Jakub Porzycki | NurPhoto | Getty Images
Neuralink, the neurotech startup co-founded by Elon Musk, announced on Thursday that it has received approval from the Food and Drug Administration for its operations. First in-human clinical Study.
Neuralink is building a brain implant called Link, which aims to help patients with severe paralysis control external technologies using only nerve signals. This means that patients with severe degenerative diseases such as ALS may finally regain the ability to communicate with their loved ones and type with their minds.
“This is the result of incredible work by the Neuralink team in close collaboration with the FDA and represents an important first step that will one day allow our technology to help many more people,” the company said. wrote in a tweet,
The FDA and Neuralink did not immediately respond to CNBC’s request for comment. The extent of the accepted test is not known. Neuralink said in a tweet that the recruitment of patients for its clinical trial is not yet open.
Neuralink is part of the emerging brain-computer interface, or BCI, industry. BCI is a system that interprets brain signals and translates them into commands for external technologies. Neuralink is perhaps the best-known name in space, thanks to the high profile of Musk, who is also the CEO of Tesla, SpaceX and Twitter.
Scientists have been studying BCI technology for decades, and several companies have developed promising systems that they hope to bring to market. But getting FDA approval for a commercial medical device is no small task—it requires companies to successfully conduct several extremely intensive rounds of testing and data safety collection.

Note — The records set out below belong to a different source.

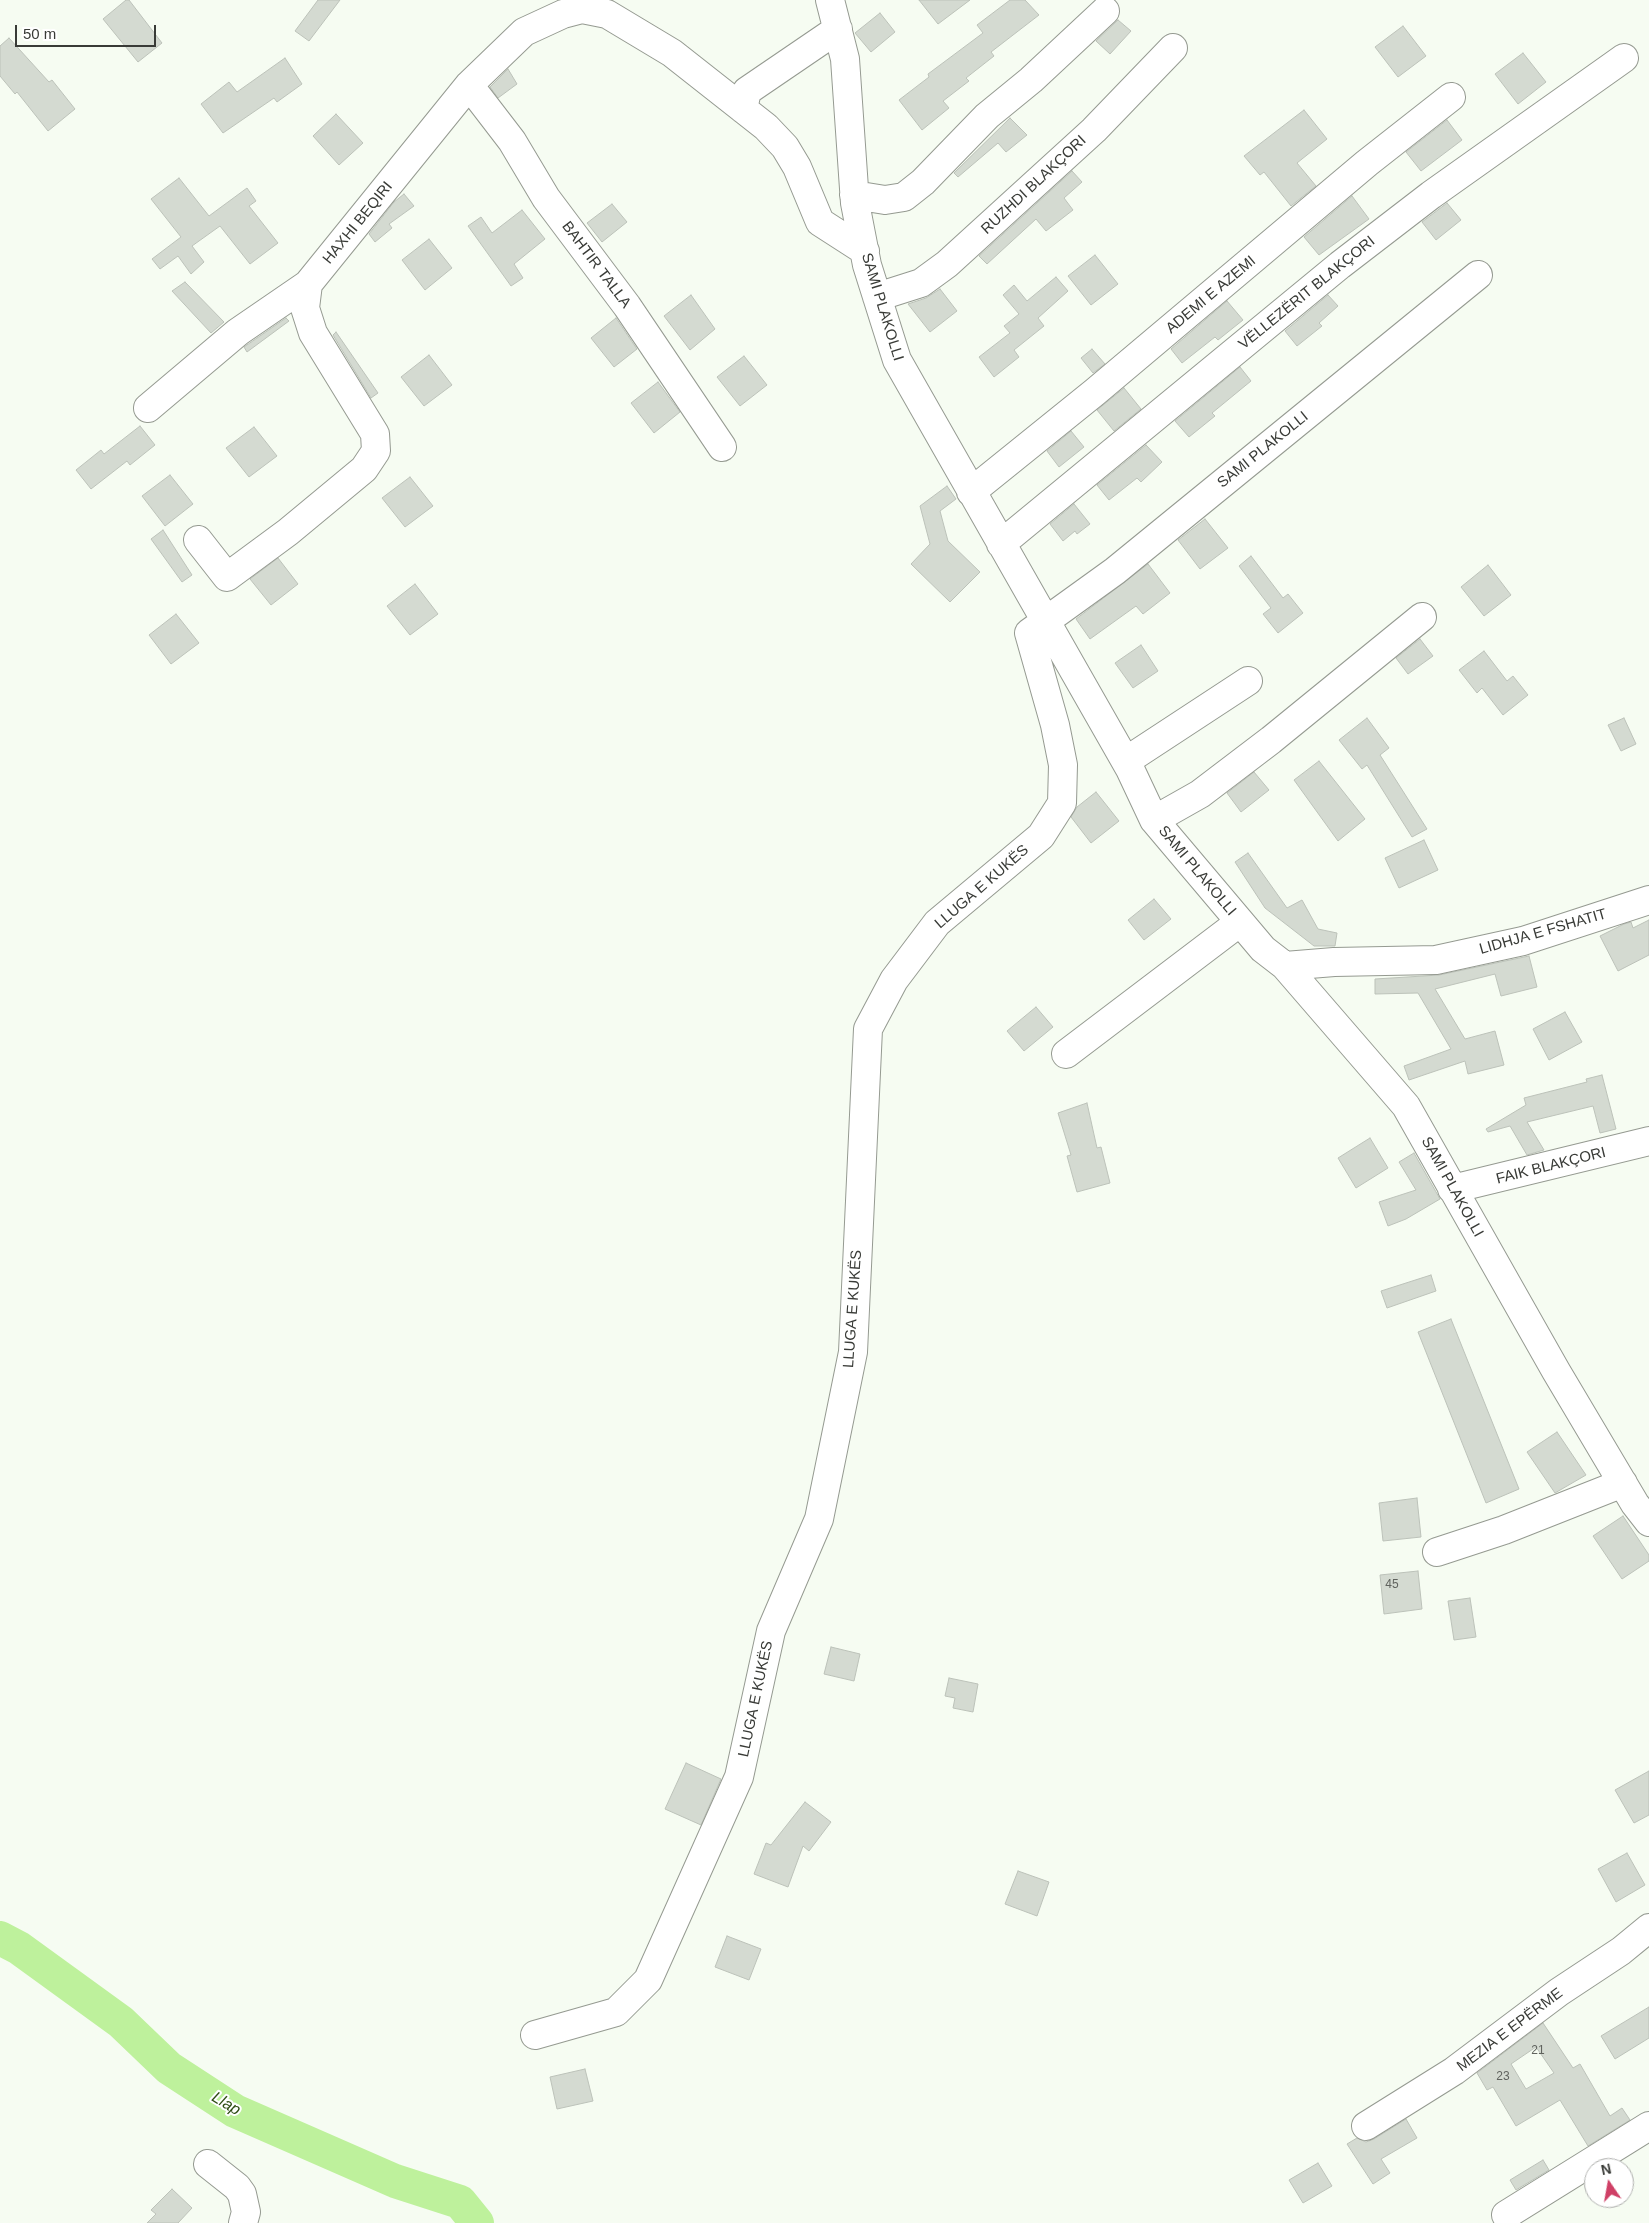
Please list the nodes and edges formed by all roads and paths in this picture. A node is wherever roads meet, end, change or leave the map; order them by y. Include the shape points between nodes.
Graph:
1 (830, 0) edge
2 (1105, 11) dead end
3 (838, 29) junction
4 (1173, 48) dead end
5 (1624, 58) dead end
6 (469, 85) junction
7 (1451, 97) dead end
8 (743, 109) junction
9 (854, 195) junction
10 (865, 252) junction
11 (1478, 276) dead end
12 (308, 284) junction
13 (877, 297) junction
14 (148, 408) dead end
15 (722, 447) dead end
16 (971, 492) junction
17 (198, 540) dead end
18 (1001, 544) junction
19 (1422, 617) dead end
20 (1046, 621) junction
21 (1248, 681) dead end
22 (1126, 761) junction
23 (1154, 820) junction
24 (1649, 900) edge
25 (1240, 922) junction
26 (1285, 966) junction
27 (1066, 1054) dead end
28 (1649, 1142) edge
29 (1452, 1189) junction
30 (1623, 1483) junction
31 (1649, 1522) edge
32 (1437, 1552) dead end
33 (1649, 1928) edge
34 (535, 2035) dead end
35 (1366, 2126) dead end
36 (1649, 2126) edge
37 (208, 2164) dead end
38 (1506, 2216) dead end
39 (243, 2223) edge

1 - 3 street, SAMI PLAKOLLI
2 - 9 street via 987,116 904,197 885,200
3 - 8 street via 747,90
3 - 9 street, SAMI PLAKOLLI via 844,60
4 - 13 street, RUZHDI BLAKÇORI via 1094,130 947,264 921,283
5 - 18 street, VËLLEZËRIT BLAKÇORI via 1430,195
6 - 8 street, HAXHI BEQIRI via 524,32 582,9 620,20 672,53
6 - 12 street, HAXHI BEQIRI
6 - 15 street, BAHTIR TALLA via 512,141 546,198 627,306
7 - 16 street, ADEMI E AZEMI
8 - 10 street, HAXHI BEQIRI via 785,148 810,192 820,222
9 - 10 street, SAMI PLAKOLLI
10 - 13 street, SAMI PLAKOLLI
11 - 20 street, SAMI PLAKOLLI via 1115,571
12 - 14 street, HAXHI BEQIRI via 238,332
12 - 17 street via 305,308 313,333 375,434 376,451 364,469 227,577
13 - 16 street, SAMI PLAKOLLI via 897,360
16 - 18 street, SAMI PLAKOLLI
18 - 20 street, SAMI PLAKOLLI
19 - 23 street, SAMI PLAKOLLI via 1200,794
20 - 22 street, SAMI PLAKOLLI
20 - 34 street, LLUGA E KUKËS via 1029,634 1063,765 1062,803 1041,836 937,922 894,980 868,1029 853,1352 819,1518 771,1631 739,1778 648,1980 616,2012
21 - 22 street
22 - 23 street, SAMI PLAKOLLI
23 - 25 street, SAMI PLAKOLLI
24 - 26 street, LIDHJA E FSHATIT via 1523,941 1436,960
25 - 26 street, SAMI PLAKOLLI via 1263,950
25 - 27 street, SAMI PLAKOLLI
26 - 29 street, SAMI PLAKOLLI via 1406,1106
28 - 29 street, FAIK BLAKÇORI
29 - 30 street, SAMI PLAKOLLI
30 - 31 street, SAMI PLAKOLLI
30 - 32 street via 1504,1530
33 - 35 street, MEZIA E EPËRME via 1621,1952 1559,1992 1454,2071
36 - 38 street
37 - 39 street via 242,2194 246,2212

No BCI company has been successful in obtaining the FDA’s final seal of approval. But by getting the green light for a study with human patients, Neuralink is one step closer to market.
Neuralink’s BCI requires patients to undergo invasive brain surgery. Its system is centered around the Link, a small circular implant that processes and translates nerve signals. The links are attached to a series of thin, flexible threads inserted directly into brain tissue where they detect nerve signals.

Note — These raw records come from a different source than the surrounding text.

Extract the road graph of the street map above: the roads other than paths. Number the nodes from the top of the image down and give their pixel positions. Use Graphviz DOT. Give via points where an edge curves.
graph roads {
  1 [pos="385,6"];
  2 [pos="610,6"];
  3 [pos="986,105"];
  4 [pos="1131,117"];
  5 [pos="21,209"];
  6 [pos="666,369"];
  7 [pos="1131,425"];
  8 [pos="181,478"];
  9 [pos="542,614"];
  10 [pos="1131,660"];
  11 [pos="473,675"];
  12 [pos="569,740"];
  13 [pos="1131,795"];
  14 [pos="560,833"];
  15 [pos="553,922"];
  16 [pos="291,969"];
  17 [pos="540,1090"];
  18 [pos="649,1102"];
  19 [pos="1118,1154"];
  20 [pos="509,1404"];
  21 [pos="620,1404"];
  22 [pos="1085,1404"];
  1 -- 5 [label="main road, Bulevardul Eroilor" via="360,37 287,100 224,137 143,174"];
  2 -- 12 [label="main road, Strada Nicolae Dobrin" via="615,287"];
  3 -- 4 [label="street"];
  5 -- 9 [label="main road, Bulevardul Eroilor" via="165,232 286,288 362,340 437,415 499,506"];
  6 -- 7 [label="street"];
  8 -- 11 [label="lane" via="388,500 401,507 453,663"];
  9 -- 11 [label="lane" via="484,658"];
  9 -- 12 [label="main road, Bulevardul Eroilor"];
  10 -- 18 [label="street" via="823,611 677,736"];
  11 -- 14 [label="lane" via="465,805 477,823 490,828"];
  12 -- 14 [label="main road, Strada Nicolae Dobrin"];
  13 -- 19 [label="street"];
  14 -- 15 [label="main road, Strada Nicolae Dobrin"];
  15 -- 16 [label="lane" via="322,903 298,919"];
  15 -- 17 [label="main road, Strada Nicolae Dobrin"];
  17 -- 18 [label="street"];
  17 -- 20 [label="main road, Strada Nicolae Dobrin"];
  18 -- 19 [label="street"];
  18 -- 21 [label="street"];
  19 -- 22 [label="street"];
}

Patients with a Neuralink device will learn to control it using the Neuralink app. According to the company’s website, patients will be able to control external mice and keyboards via a Bluetooth connection.
The FDA’s approval for the human study is a significant win for Neuralink after a series of recent hurdles at the company. In February, the US Department of Transportation confirmed to CNBC that it had opened an investigation into Neuralink for allegedly packaging and transporting contaminated hardware in an unsafe manner. Reuters reported in March that the FDA had rejected Neuralink’s application for human trials, and outlined “dozens” of issues the company needed to address.
Neuralink has also come under fire from activist groups for its alleged treatment of animals. Physicians Committee for Responsible Medicine, which advocates against animal testing Has repeatedly called Musk To release details about experiments conducted on monkeys that resulted in internal bleeding, paralysis, chronic infections, seizures, deterioration in psychological health, and death.
A representative for PCRM did not immediately respond to CNBC’s request for comment.
In addition to helping paralyzed patients, experts believe BCIs could someday help treat diseases such as blindness and mental illness. Musk has expressed his intention for Neuralink to explore these future use cases as well as potential applications for healthy people.
At a “show and tell” recruiting event late last year, Musk also claimed that he plans to someday receive one of Neuralink’s implants himself.
Musk said at the time, “You could have a Neuralink device implanted right now and you wouldn’t even know it.” “Actually, in one of these demos, I would.”